Nesta quarta-feira (8), é celebrado o Dia Mundial da Astronomia, data que convida os curiosos a olharem para o céu e descobrirem a vastidão do universo.
Em Passo Fundo, no norte do Estado, o que começou como um hobby de infância para Vitor José, 27 anos, se transformou no Observatório Astronômico Araucária. Pioneiro na cidade, hoje integra a Rede Brasileira de Monitoramento de Meteoros (Bramon) e colabora com bancos de dados mundiais.
— Sempre gostei de observar o céu desde criança, mas tudo mudou na escola, quando tive a oportunidade de observar o céu com um telescópio. Depois da primeira observação, fiquei fascinado pelo assunto e não parei mais — relembra.
Para quem deseja embarcar nessa jornada científica, o astrônomo amador destaca que não é necessário um investimento alto. A câmera do próprio celular pode ser um ponto de partida.

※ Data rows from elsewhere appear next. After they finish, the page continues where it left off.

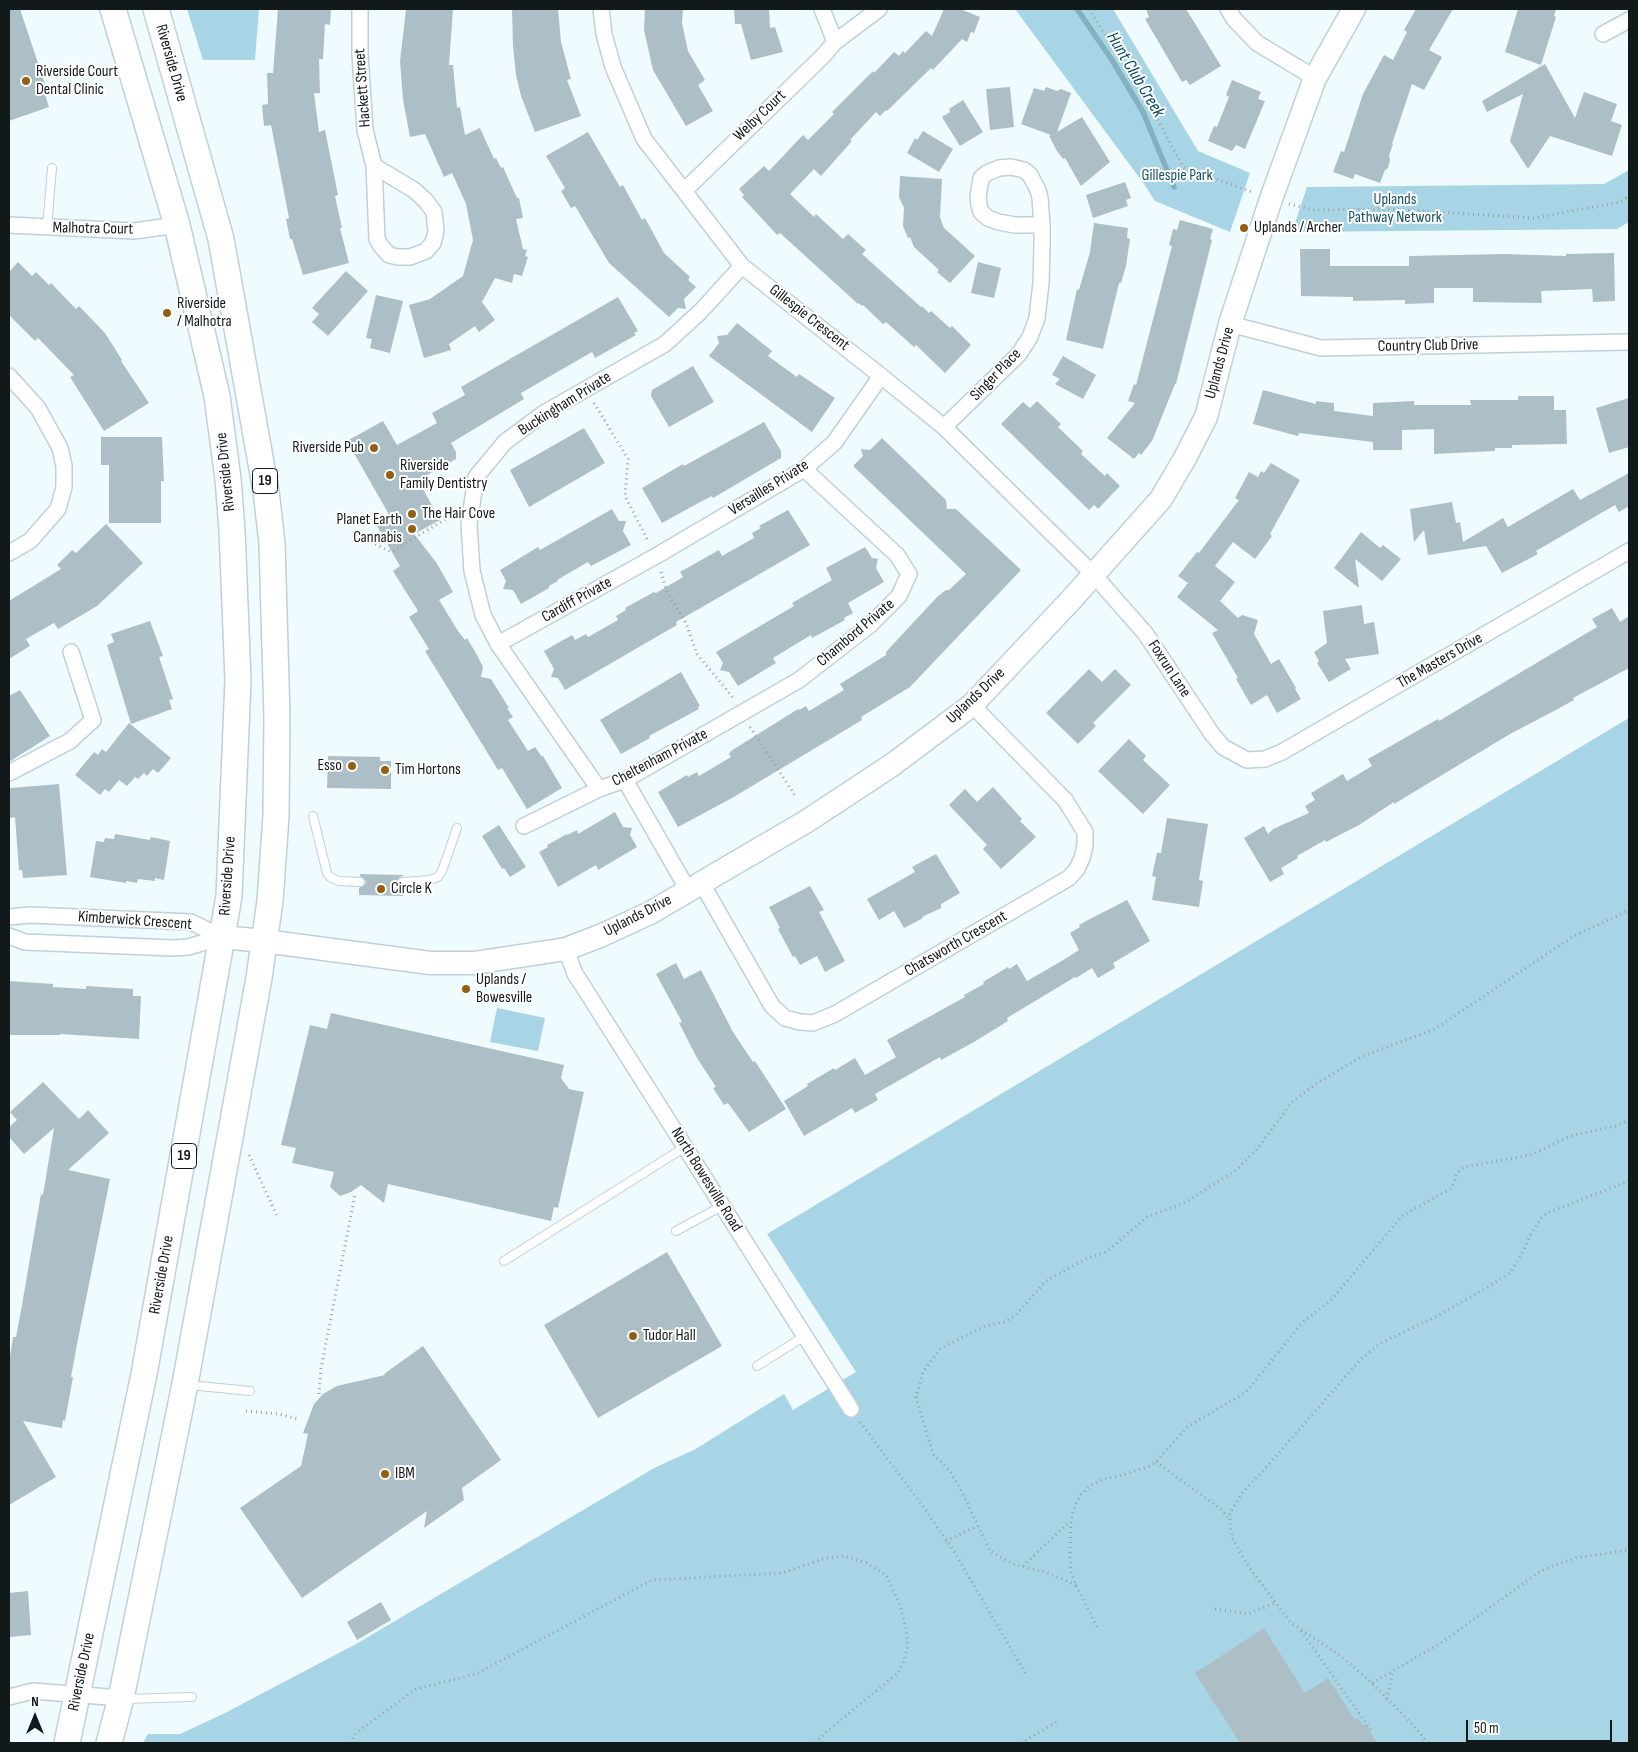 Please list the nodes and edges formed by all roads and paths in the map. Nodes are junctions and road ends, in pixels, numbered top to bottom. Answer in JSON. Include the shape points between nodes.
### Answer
{"nodes":[{"id":1,"x":113,"y":9,"type":"edge"},
{"id":2,"x":156,"y":9,"type":"edge"},
{"id":3,"x":360,"y":9,"type":"edge"},
{"id":4,"x":601,"y":9,"type":"edge"},
{"id":5,"x":822,"y":9,"type":"edge"},
{"id":6,"x":879,"y":9,"type":"edge"},
{"id":7,"x":1089,"y":9,"type":"edge"},
{"id":8,"x":1228,"y":9,"type":"edge"},
{"id":9,"x":1354,"y":9,"type":"edge"},
{"id":10,"x":1629,"y":20,"type":"edge"},
{"id":11,"x":1603,"y":34,"type":"dead end"},
{"id":12,"x":835,"y":42,"type":"junction"},
{"id":13,"x":1315,"y":78,"type":"junction"},
{"id":14,"x":374,"y":166,"type":"junction"},
{"id":15,"x":52,"y":168,"type":"dead end"},
{"id":16,"x":685,"y":190,"type":"junction"},
{"id":17,"x":1629,"y":196,"type":"edge"},
{"id":18,"x":1271,"y":199,"type":"junction"},
{"id":19,"x":9,"y":225,"type":"edge"},
{"id":20,"x":177,"y":225,"type":"junction"},
{"id":21,"x":1042,"y":225,"type":"junction"},
{"id":22,"x":47,"y":228,"type":"junction"},
{"id":23,"x":742,"y":266,"type":"junction"},
{"id":24,"x":1230,"y":324,"type":"junction"},
{"id":25,"x":1629,"y":342,"type":"edge"},
{"id":26,"x":9,"y":376,"type":"edge"},
{"id":27,"x":881,"y":376,"type":"junction"},
{"id":28,"x":586,"y":389,"type":"junction"},
{"id":29,"x":944,"y":427,"type":"junction"},
{"id":30,"x":804,"y":469,"type":"junction"},
{"id":31,"x":472,"y":500,"type":"junction"},
{"id":32,"x":362,"y":536,"type":"dead end"},
{"id":33,"x":1629,"y":551,"type":"edge"},
{"id":34,"x":9,"y":553,"type":"edge"},
{"id":35,"x":656,"y":556,"type":"junction"},
{"id":36,"x":1093,"y":574,"type":"junction"},
{"id":37,"x":498,"y":644,"type":"junction"},
{"id":38,"x":71,"y":652,"type":"dead end"},
{"id":39,"x":972,"y":705,"type":"junction"},
{"id":40,"x":741,"y":713,"type":"junction"},
{"id":41,"x":1247,"y":760,"type":"joint"},
{"id":42,"x":9,"y":773,"type":"edge"},
{"id":43,"x":625,"y":780,"type":"junction"},
{"id":44,"x":599,"y":789,"type":"junction"},
{"id":45,"x":796,"y":797,"type":"dead end"},
{"id":46,"x":313,"y":816,"type":"dead end"},
{"id":47,"x":524,"y":826,"type":"dead end"},
{"id":48,"x":457,"y":828,"type":"dead end"},
{"id":49,"x":360,"y":882,"type":"dead end"},
{"id":50,"x":403,"y":882,"type":"dead end"},
{"id":51,"x":695,"y":886,"type":"junction"},
{"id":52,"x":1629,"y":910,"type":"edge"},
{"id":53,"x":9,"y":917,"type":"edge"},
{"id":54,"x":9,"y":936,"type":"edge"},
{"id":55,"x":222,"y":937,"type":"junction"},
{"id":56,"x":264,"y":941,"type":"junction"},
{"id":57,"x":566,"y":949,"type":"junction"},
{"id":58,"x":1629,"y":1120,"type":"edge"},
{"id":59,"x":685,"y":1148,"type":"junction"},
{"id":60,"x":248,"y":1153,"type":"dead end"},
{"id":61,"x":1629,"y":1181,"type":"edge"},
{"id":62,"x":355,"y":1194,"type":"dead end"},
{"id":63,"x":722,"y":1206,"type":"junction"},
{"id":64,"x":278,"y":1218,"type":"dead end"},
{"id":65,"x":676,"y":1232,"type":"dead end"},
{"id":66,"x":504,"y":1261,"type":"dead end"},
{"id":67,"x":805,"y":1336,"type":"junction"},
{"id":68,"x":757,"y":1366,"type":"dead end"},
{"id":69,"x":185,"y":1384,"type":"junction"},
{"id":70,"x":250,"y":1391,"type":"dead end"},
{"id":71,"x":319,"y":1394,"type":"dead end"},
{"id":72,"x":851,"y":1409,"type":"joint"},
{"id":73,"x":246,"y":1411,"type":"dead end"},
{"id":74,"x":298,"y":1419,"type":"dead end"},
{"id":75,"x":1156,"y":1462,"type":"junction"},
{"id":76,"x":1071,"y":1521,"type":"junction"},
{"id":77,"x":1230,"y":1521,"type":"junction"},
{"id":78,"x":978,"y":1526,"type":"junction"},
{"id":79,"x":946,"y":1540,"type":"junction"},
{"id":80,"x":1629,"y":1550,"type":"edge"},
{"id":81,"x":1023,"y":1566,"type":"junction"},
{"id":82,"x":1076,"y":1586,"type":"junction"},
{"id":83,"x":1275,"y":1603,"type":"junction"},
{"id":84,"x":1215,"y":1609,"type":"dead end"},
{"id":85,"x":1097,"y":1628,"type":"dead end"},
{"id":86,"x":1300,"y":1629,"type":"junction"},
{"id":87,"x":1393,"y":1671,"type":"junction"},
{"id":88,"x":1027,"y":1676,"type":"dead end"},
{"id":89,"x":1372,"y":1683,"type":"junction"},
{"id":90,"x":77,"y":1696,"type":"junction"},
{"id":91,"x":9,"y":1697,"type":"edge"},
{"id":92,"x":192,"y":1697,"type":"dead end"},
{"id":93,"x":121,"y":1698,"type":"junction"},
{"id":94,"x":1387,"y":1699,"type":"junction"},
{"id":95,"x":1058,"y":1721,"type":"dead end"},
{"id":96,"x":1373,"y":1733,"type":"dead end"},
{"id":97,"x":67,"y":1743,"type":"edge"},
{"id":98,"x":109,"y":1743,"type":"edge"},
{"id":99,"x":350,"y":1743,"type":"edge"},
{"id":100,"x":815,"y":1743,"type":"edge"},
{"id":101,"x":1021,"y":1743,"type":"edge"},
{"id":102,"x":1428,"y":1743,"type":"edge"}],
"edges":[{"from":1,"to":20,"type":"main road","name":"Riverside Drive","number":"19"},
{"from":2,"to":56,"type":"main road","name":"Riverside Drive","number":"19","via":[[221,238],[266,491],[272,543],[277,717],[276,816]]},
{"from":3,"to":14,"type":"street","name":"Hackett Street","via":[[365,130]]},
{"from":4,"to":16,"type":"street","name":"Gillespie Crescent","via":[[613,67],[641,132]]},
{"from":5,"to":12,"type":"street"},
{"from":6,"to":12,"type":"street","name":"Welby Court"},
{"from":7,"to":18,"type":"path","via":[[1153,111],[1183,167]]},
{"from":8,"to":13,"type":"street","via":[[1257,42]]},
{"from":9,"to":13,"type":"street","name":"Uplands Drive"},
{"from":10,"to":11,"type":"street"},
{"from":12,"to":16,"type":"street","name":"Welby Court"},
{"from":13,"to":18,"type":"street","name":"Uplands Drive"},
{"from":14,"to":14,"type":"street","name":"Hackett Street","via":[[414,190],[434,212],[436,231],[433,243],[426,251],[410,257],[398,257],[381,246],[375,217]]},
{"from":15,"to":22,"type":"lane"},
{"from":16,"to":23,"type":"street","name":"Gillespie Crescent"},
{"from":17,"to":18,"type":"path","via":[[1620,202],[1535,218],[1390,209],[1314,210]]},
{"from":18,"to":24,"type":"street","name":"Uplands Drive"},
{"from":19,"to":22,"type":"street","name":"Malhotra Court"},
{"from":20,"to":22,"type":"street","name":"Malhotra Court","via":[[134,231]]},
{"from":20,"to":55,"type":"main road","name":"Riverside Drive","number":"19","via":[[217,396],[232,530],[238,680],[229,896]]},
{"from":21,"to":21,"type":"street","name":"Singer Place","via":[[1038,190],[1024,170],[999,168],[980,178],[979,205],[988,218],[1014,225]]},
{"from":21,"to":29,"type":"street","name":"Singer Place","via":[[1041,283],[1037,318],[1030,337],[1019,354]]},
{"from":23,"to":27,"type":"street","name":"Gillespie Crescent"},
{"from":23,"to":28,"type":"street","name":"Buckingham Private","via":[[665,344]]},
{"from":24,"to":25,"type":"street","name":"Country Club Drive","via":[[1321,348]]},
{"from":24,"to":36,"type":"street","name":"Uplands Drive","via":[[1206,417],[1185,458],[1161,499]]},
{"from":26,"to":34,"type":"street","via":[[38,408],[60,448],[64,487],[58,509],[30,541]]},
{"from":27,"to":29,"type":"street","name":"Gillespie Crescent"},
{"from":27,"to":30,"type":"street","name":"Versailles Private","via":[[834,443]]},
{"from":28,"to":31,"type":"street","name":"Buckingham Private","via":[[544,413],[505,442],[476,477]]},
{"from":28,"to":35,"type":"path","via":[[628,459],[625,496]]},
{"from":29,"to":36,"type":"street","name":"Gillespie Crescent"},
{"from":30,"to":35,"type":"street","name":"Versailles Private"},
{"from":30,"to":40,"type":"street","name":"Chambord Private","via":[[897,555],[909,574],[900,596],[870,625],[799,680]]},
{"from":31,"to":32,"type":"path","via":[[390,552]]},
{"from":31,"to":37,"type":"street","name":"Buckingham Private","via":[[469,524],[472,571],[483,615]]},
{"from":33,"to":41,"type":"street","name":"The Masters Drive","via":[[1282,752],[1265,759]]},
{"from":35,"to":37,"type":"street","name":"Cardiff Private"},
{"from":35,"to":40,"type":"path","via":[[667,592],[686,624],[697,654],[735,700]]},
{"from":36,"to":39,"type":"street","name":"Uplands Drive"},
{"from":36,"to":41,"type":"street","name":"Foxrun Lane","via":[[1145,633],[1217,740]]},
{"from":37,"to":44,"type":"street","name":"Buckingham Private"},
{"from":38,"to":42,"type":"street","via":[[93,720],[70,741]]},
{"from":39,"to":51,"type":"street","name":"Uplands Drive","via":[[892,766],[807,822]]},
{"from":39,"to":51,"type":"street","name":"Chatsworth Crescent","via":[[1065,800],[1085,832],[1082,858],[1069,878],[835,1014],[813,1023],[785,1018],[772,1006]]},
{"from":40,"to":43,"type":"street","name":"Cheltenham Private"},
{"from":40,"to":45,"type":"path"},
{"from":43,"to":44,"type":"street","name":"Cheltenham Private"},
{"from":43,"to":51,"type":"street"},
{"from":44,"to":47,"type":"street","name":"Cheltenham Private"},
{"from":46,"to":49,"type":"lane","via":[[330,878]]},
{"from":48,"to":50,"type":"lane","via":[[438,877]]},
{"from":51,"to":57,"type":"street","name":"Uplands Drive","via":[[650,913]]},
{"from":52,"to":78,"type":"path","via":[[1572,937],[1435,1029],[1363,1056],[1317,1083],[1292,1102],[1257,1149],[1236,1170],[1188,1200],[1147,1217],[1106,1252],[1046,1281],[1010,1319],[985,1326],[940,1349],[923,1372],[916,1397],[932,1454],[949,1470]]},
{"from":53,"to":55,"type":"street","name":"Kimberwick Crescent","via":[[30,915],[192,922]]},
{"from":54,"to":55,"type":"street","name":"Kimberwick Crescent","via":[[25,942],[173,948]]},
{"from":55,"to":56,"type":"street","name":"Uplands Drive"},
{"from":55,"to":90,"type":"main road","name":"Riverside Drive","number":"19","via":[[144,1374]]},
{"from":56,"to":57,"type":"street","name":"Uplands Drive","via":[[430,963],[474,964]]},
{"from":56,"to":69,"type":"main road","name":"Riverside Drive","number":"19"},
{"from":57,"to":59,"type":"street","name":"North Bowesville Road","via":[[575,974]]},
{"from":58,"to":75,"type":"path","via":[[1570,1136],[1531,1155],[1464,1167],[1457,1173],[1452,1188],[1402,1216],[1331,1300],[1303,1322],[1246,1392],[1187,1427]]},
{"from":59,"to":63,"type":"street","name":"North Bowesville Road"},
{"from":59,"to":66,"type":"lane"},
{"from":60,"to":64,"type":"path"},
{"from":61,"to":77,"type":"path","via":[[1547,1213],[1536,1226],[1511,1272],[1469,1299],[1381,1343],[1361,1360],[1242,1493],[1230,1513]]},
{"from":62,"to":71,"type":"path"},
{"from":63,"to":65,"type":"lane"},
{"from":63,"to":67,"type":"street","name":"North Bowesville Road"},
{"from":67,"to":68,"type":"lane"},
{"from":67,"to":72,"type":"street","name":"North Bowesville Road"},
{"from":69,"to":70,"type":"lane"},
{"from":69,"to":93,"type":"main road","name":"Riverside Drive","number":"19"},
{"from":72,"to":79,"type":"path"},
{"from":73,"to":74,"type":"path"},
{"from":75,"to":76,"type":"path","via":[[1091,1484],[1081,1494]]},
{"from":75,"to":77,"type":"path","via":[[1222,1509]]},
{"from":76,"to":81,"type":"path"},
{"from":76,"to":82,"type":"path","via":[[1070,1555]]},
{"from":77,"to":83,"type":"path","via":[[1233,1539],[1246,1563]]},
{"from":78,"to":79,"type":"path"},
{"from":78,"to":81,"type":"path","via":[[990,1551]]},
{"from":79,"to":88,"type":"path"},
{"from":80,"to":87,"type":"path","via":[[1576,1558],[1539,1572],[1441,1643]]},
{"from":81,"to":82,"type":"path"},
{"from":82,"to":85,"type":"path"},
{"from":83,"to":84,"type":"path","via":[[1248,1614]]},
{"from":83,"to":86,"type":"path"},
{"from":86,"to":89,"type":"path","via":[[1342,1657]]},
{"from":86,"to":96,"type":"path"},
{"from":87,"to":89,"type":"path"},
{"from":87,"to":94,"type":"path"},
{"from":89,"to":94,"type":"path"},
{"from":90,"to":91,"type":"street","via":[[32,1691]]},
{"from":90,"to":93,"type":"street"},
{"from":90,"to":97,"type":"main road","name":"Riverside Drive","number":"19"},
{"from":92,"to":93,"type":"lane"},
{"from":93,"to":98,"type":"main road","name":"Riverside Drive","number":"19"},
{"from":94,"to":102,"type":"path"},
{"from":95,"to":101,"type":"path"},
{"from":99,"to":100,"type":"path","via":[[357,1732],[416,1689],[476,1674],[652,1580],[782,1573],[826,1558],[844,1556],[866,1563],[886,1575],[900,1605],[908,1645],[898,1673]]}]}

— Podemos utilizar o modo Pro, onde é possível configurar exposições mais longas, permitindo que o sensor capture mais luz. Assim, é possível registrar a Via Láctea e conjunções de planetas com a Lua — explica Vitor José.
Além disso, também é possível acoplar o celular a um telescópio de pequeno porte e, assim, também registrar planetas e estrelas.
Com a ajuda do astrônomo, GZH Passo Fundo reuniu algumas dicas para quem quer começar a explorar os mistérios do cosmos. Confira a seguir.
1. Kit básico para iniciantes
Embora o telescópio seja o item mais conhecido, Vitor José sugere outros instrumentos que podem ser igualmente eficazes para quem está começando:
- Binóculos: um modelo 10 x 50 mm já permite observar a Lua em detalhes, conjunções planetárias e até cometas;
- Tripé: um suporte robusto é indispensável para evitar tremores, tanto para o telescópio quanto para câmeras fotográficas;
- Câmera: a câmera fotográfica também é um item essencial para observação e registros da Via Láctea, cometas e conjunções planetárias;
- Telescópio: modelos de pequeno porte garantem registros incríveis das crateras lunares e de planetas.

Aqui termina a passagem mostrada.